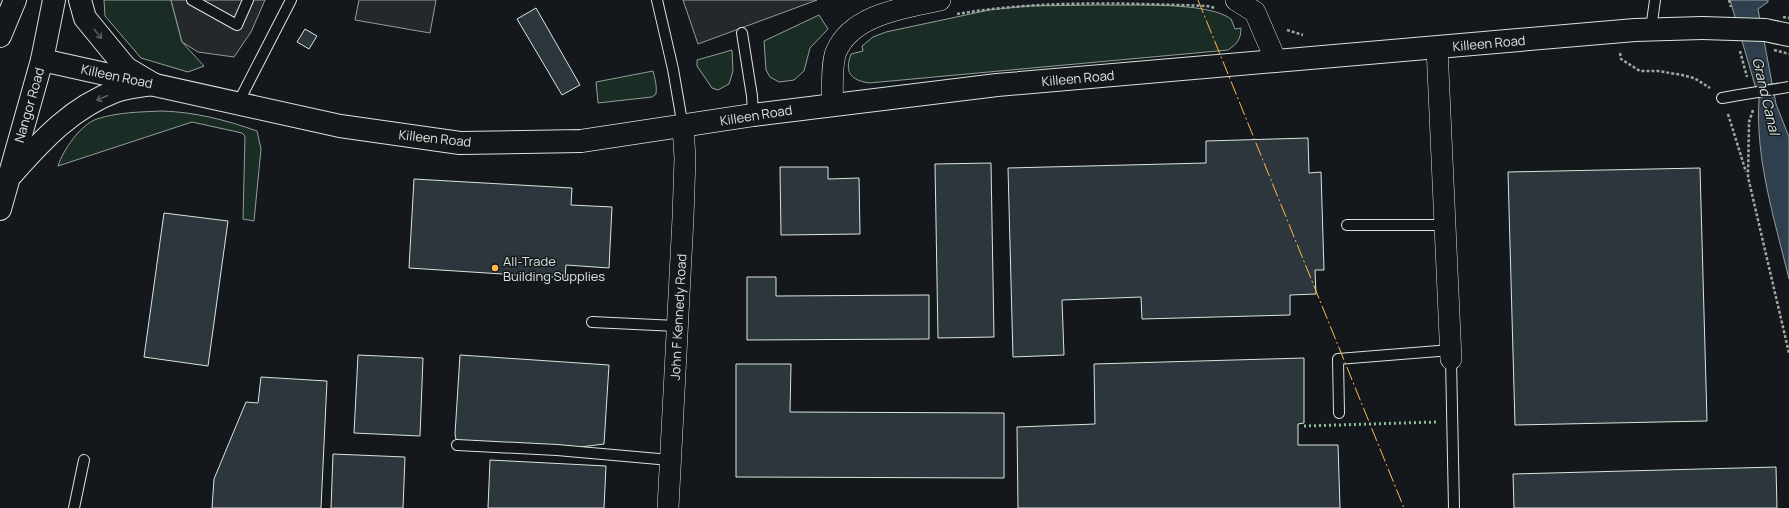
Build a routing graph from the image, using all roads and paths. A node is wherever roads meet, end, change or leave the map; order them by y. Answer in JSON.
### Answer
{"nodes":[{"id":1,"x":16,"y":0,"type":"edge"},
{"id":2,"x":54,"y":0,"type":"edge"},
{"id":3,"x":80,"y":0,"type":"edge"},
{"id":4,"x":192,"y":0,"type":"edge"},
{"id":5,"x":248,"y":0,"type":"edge"},
{"id":6,"x":291,"y":0,"type":"edge"},
{"id":7,"x":657,"y":0,"type":"edge"},
{"id":8,"x":1655,"y":0,"type":"edge"},
{"id":9,"x":1229,"y":6,"type":"edge"},
{"id":10,"x":945,"y":8,"type":"edge"},
{"id":11,"x":1651,"y":29,"type":"junction"},
{"id":12,"x":742,"y":33,"type":"dead end"},
{"id":13,"x":1789,"y":35,"type":"edge"},
{"id":14,"x":0,"y":36,"type":"edge"},
{"id":15,"x":1437,"y":47,"type":"junction"},
{"id":16,"x":1619,"y":49,"type":"dead end"},
{"id":17,"x":42,"y":60,"type":"junction"},
{"id":18,"x":1276,"y":61,"type":"junction"},
{"id":19,"x":153,"y":84,"type":"junction"},
{"id":20,"x":1789,"y":87,"type":"edge"},
{"id":21,"x":1722,"y":98,"type":"junction"},
{"id":22,"x":238,"y":103,"type":"junction"},
{"id":23,"x":832,"y":104,"type":"junction"},
{"id":24,"x":753,"y":115,"type":"junction"},
{"id":25,"x":683,"y":127,"type":"junction"},
{"id":26,"x":9,"y":178,"type":"junction"},
{"id":27,"x":0,"y":209,"type":"edge"},
{"id":28,"x":1445,"y":224,"type":"junction"},
{"id":29,"x":1347,"y":225,"type":"dead end"},
{"id":30,"x":592,"y":322,"type":"dead end"},
{"id":31,"x":677,"y":326,"type":"junction"},
{"id":32,"x":1789,"y":353,"type":"edge"},
{"id":33,"x":1451,"y":355,"type":"junction"},
{"id":34,"x":1339,"y":413,"type":"dead end"},
{"id":35,"x":457,"y":445,"type":"dead end"},
{"id":36,"x":84,"y":460,"type":"dead end"},
{"id":37,"x":670,"y":460,"type":"junction"},
{"id":38,"x":74,"y":508,"type":"edge"},
{"id":39,"x":668,"y":508,"type":"edge"},
{"id":40,"x":1454,"y":508,"type":"edge"}],
"edges":[{"from":1,"to":14,"type":"street"},
{"from":2,"to":17,"type":"street","name":"Nangor Road"},
{"from":3,"to":19,"type":"street","one_way":true},
{"from":4,"to":5,"type":"lane"},
{"from":6,"to":22,"type":"lane"},
{"from":7,"to":25,"type":"lane"},
{"from":8,"to":11,"type":"lane"},
{"from":9,"to":10,"type":"path"},
{"from":9,"to":18,"type":"street"},
{"from":10,"to":23,"type":"street"},
{"from":11,"to":13,"type":"street","name":"Killeen Road","bridge":true},
{"from":11,"to":15,"type":"street","name":"Killeen Road"},
{"from":12,"to":24,"type":"lane"},
{"from":15,"to":18,"type":"street","name":"Killeen Road"},
{"from":15,"to":28,"type":"street"},
{"from":16,"to":21,"type":"path"},
{"from":17,"to":19,"type":"street","name":"Killeen Road"},
{"from":17,"to":26,"type":"street","name":"Nangor Road"},
{"from":18,"to":23,"type":"street","name":"Killeen Road"},
{"from":19,"to":22,"type":"street","name":"Killeen Road"},
{"from":19,"to":26,"type":"street","one_way":true},
{"from":20,"to":21,"type":"lane","bridge":true},
{"from":21,"to":32,"type":"path"},
{"from":22,"to":25,"type":"street","name":"Killeen Road"},
{"from":23,"to":24,"type":"street","name":"Killeen Road"},
{"from":24,"to":25,"type":"street","name":"Killeen Road"},
{"from":25,"to":31,"type":"street","name":"John F Kennedy Road"},
{"from":26,"to":27,"type":"street","name":"Nangor Road"},
{"from":28,"to":29,"type":"lane"},
{"from":28,"to":33,"type":"street"},
{"from":30,"to":31,"type":"lane"},
{"from":31,"to":37,"type":"street","name":"John F Kennedy Road"},
{"from":33,"to":34,"type":"lane"},
{"from":33,"to":40,"type":"lane"},
{"from":35,"to":37,"type":"lane"},
{"from":36,"to":38,"type":"lane"},
{"from":37,"to":39,"type":"street","name":"John F Kennedy Road"}]}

=====

### [WHAT YOU NEED TO DO]
Your answer should be a precise transcript of the entries, minus the pictures.

### [RESPONSE AREA]
Build a routing graph from the image, using all roads and paths. A node is wherever roads meet, end, change or leave the map; order them by y. Answer in JSON.
### Answer
{"nodes":[{"id":1,"x":16,"y":0,"type":"edge"},
{"id":2,"x":54,"y":0,"type":"edge"},
{"id":3,"x":80,"y":0,"type":"edge"},
{"id":4,"x":192,"y":0,"type":"edge"},
{"id":5,"x":248,"y":0,"type":"edge"},
{"id":6,"x":291,"y":0,"type":"edge"},
{"id":7,"x":657,"y":0,"type":"edge"},
{"id":8,"x":1655,"y":0,"type":"edge"},
{"id":9,"x":1229,"y":6,"type":"edge"},
{"id":10,"x":945,"y":8,"type":"edge"},
{"id":11,"x":1651,"y":29,"type":"junction"},
{"id":12,"x":742,"y":33,"type":"dead end"},
{"id":13,"x":1789,"y":35,"type":"edge"},
{"id":14,"x":0,"y":36,"type":"edge"},
{"id":15,"x":1437,"y":47,"type":"junction"},
{"id":16,"x":1619,"y":49,"type":"dead end"},
{"id":17,"x":42,"y":60,"type":"junction"},
{"id":18,"x":1276,"y":61,"type":"junction"},
{"id":19,"x":153,"y":84,"type":"junction"},
{"id":20,"x":1789,"y":87,"type":"edge"},
{"id":21,"x":1722,"y":98,"type":"junction"},
{"id":22,"x":238,"y":103,"type":"junction"},
{"id":23,"x":832,"y":104,"type":"junction"},
{"id":24,"x":753,"y":115,"type":"junction"},
{"id":25,"x":683,"y":127,"type":"junction"},
{"id":26,"x":9,"y":178,"type":"junction"},
{"id":27,"x":0,"y":209,"type":"edge"},
{"id":28,"x":1445,"y":224,"type":"junction"},
{"id":29,"x":1347,"y":225,"type":"dead end"},
{"id":30,"x":592,"y":322,"type":"dead end"},
{"id":31,"x":677,"y":326,"type":"junction"},
{"id":32,"x":1789,"y":353,"type":"edge"},
{"id":33,"x":1451,"y":355,"type":"junction"},
{"id":34,"x":1339,"y":413,"type":"dead end"},
{"id":35,"x":457,"y":445,"type":"dead end"},
{"id":36,"x":84,"y":460,"type":"dead end"},
{"id":37,"x":670,"y":460,"type":"junction"},
{"id":38,"x":74,"y":508,"type":"edge"},
{"id":39,"x":668,"y":508,"type":"edge"},
{"id":40,"x":1454,"y":508,"type":"edge"}],
"edges":[{"from":1,"to":14,"type":"street"},
{"from":2,"to":17,"type":"street","name":"Nangor Road"},
{"from":3,"to":19,"type":"street","one_way":true},
{"from":4,"to":5,"type":"lane"},
{"from":6,"to":22,"type":"lane"},
{"from":7,"to":25,"type":"lane"},
{"from":8,"to":11,"type":"lane"},
{"from":9,"to":10,"type":"path"},
{"from":9,"to":18,"type":"street"},
{"from":10,"to":23,"type":"street"},
{"from":11,"to":13,"type":"street","name":"Killeen Road","bridge":true},
{"from":11,"to":15,"type":"street","name":"Killeen Road"},
{"from":12,"to":24,"type":"lane"},
{"from":15,"to":18,"type":"street","name":"Killeen Road"},
{"from":15,"to":28,"type":"street"},
{"from":16,"to":21,"type":"path"},
{"from":17,"to":19,"type":"street","name":"Killeen Road"},
{"from":17,"to":26,"type":"street","name":"Nangor Road"},
{"from":18,"to":23,"type":"street","name":"Killeen Road"},
{"from":19,"to":22,"type":"street","name":"Killeen Road"},
{"from":19,"to":26,"type":"street","one_way":true},
{"from":20,"to":21,"type":"lane","bridge":true},
{"from":21,"to":32,"type":"path"},
{"from":22,"to":25,"type":"street","name":"Killeen Road"},
{"from":23,"to":24,"type":"street","name":"Killeen Road"},
{"from":24,"to":25,"type":"street","name":"Killeen Road"},
{"from":25,"to":31,"type":"street","name":"John F Kennedy Road"},
{"from":26,"to":27,"type":"street","name":"Nangor Road"},
{"from":28,"to":29,"type":"lane"},
{"from":28,"to":33,"type":"street"},
{"from":30,"to":31,"type":"lane"},
{"from":31,"to":37,"type":"street","name":"John F Kennedy Road"},
{"from":33,"to":34,"type":"lane"},
{"from":33,"to":40,"type":"lane"},
{"from":35,"to":37,"type":"lane"},
{"from":36,"to":38,"type":"lane"},
{"from":37,"to":39,"type":"street","name":"John F Kennedy Road"}]}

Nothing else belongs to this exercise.